VI. Other Allegations

  • Indirect Infringement: The complaint alleges both contributory and induced infringement. The contributory infringement claim is based on the allegation that the Qilu ANDA Product is a material part of the patented invention with no substantial non-infringing use (Compl. ¶¶ 45-46). The induced infringement claim alleges that upon approval, Defendants will market the product for its intended, infringing use, with knowledge of the patent and with the specific intent to cause infringement (Compl. ¶¶ 51-56).
  • Willful Infringement: While the complaint does not use the term "willful," it requests a finding that the case is "exceptional" under 35 U.S.C. § 285 (Compl., Prayer for Relief F). This allegation appears to be based on Defendants’ alleged knowledge of the ’780 Patent, via its Orange Book listing and the notice letter procedure, at the time of committing the alleged act of infringement (filing the ANDA) (Compl. ¶¶ 7-8, 23).

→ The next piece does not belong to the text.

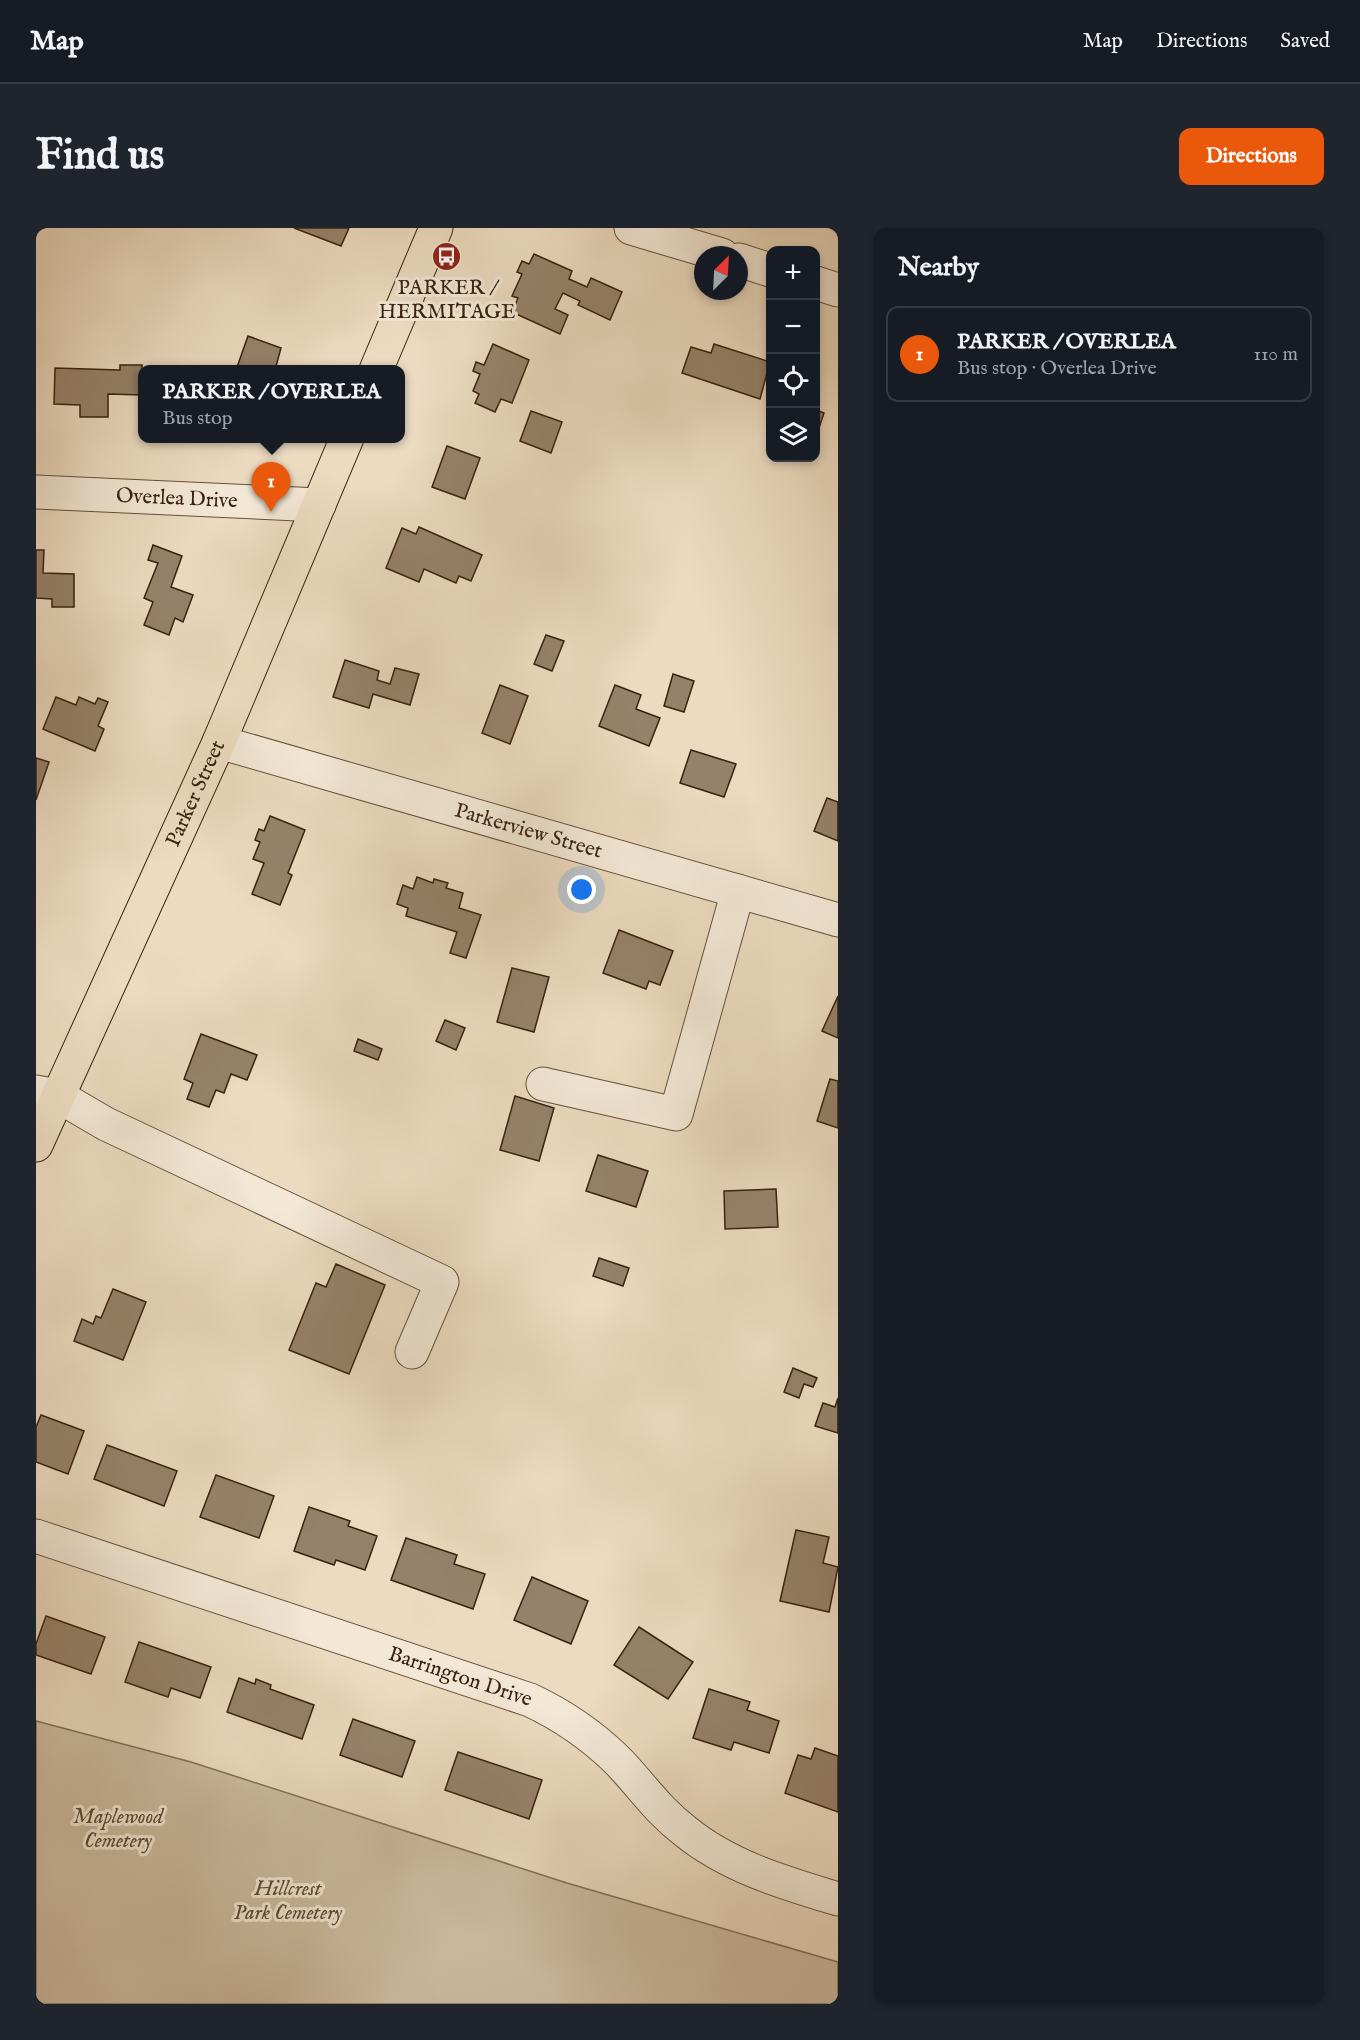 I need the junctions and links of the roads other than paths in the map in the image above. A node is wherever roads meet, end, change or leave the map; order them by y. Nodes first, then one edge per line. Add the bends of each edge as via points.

VII. Analyst’s Conclusion: Key Questions for the Case

  • A core issue will be one of evidentiary proof: can Astellas establish that Qilu’s proposed generic product—whose exact formulation is not yet known—infringes the specific compositional and dissolution-rate limitations of the ’780 patent claims? The case may depend on whether conformity with FDA bioequivalence guidance for Myrbetriq® is legally and factually sufficient to prove infringement.
  • A key technical question will be one of methodological relevance: does the difference between the USP Apparatus I test in the FDA's guidance and the USP Apparatus II test recited in claim 1 provide Qilu with a viable non-infringement argument?
  • The litigation will also likely turn on a question of definitional scope: will the term "hydrogel-forming formulation" be construed broadly based on its described function, or will it be limited more narrowly to the specific classes of excipients detailed in the patent's embodiments?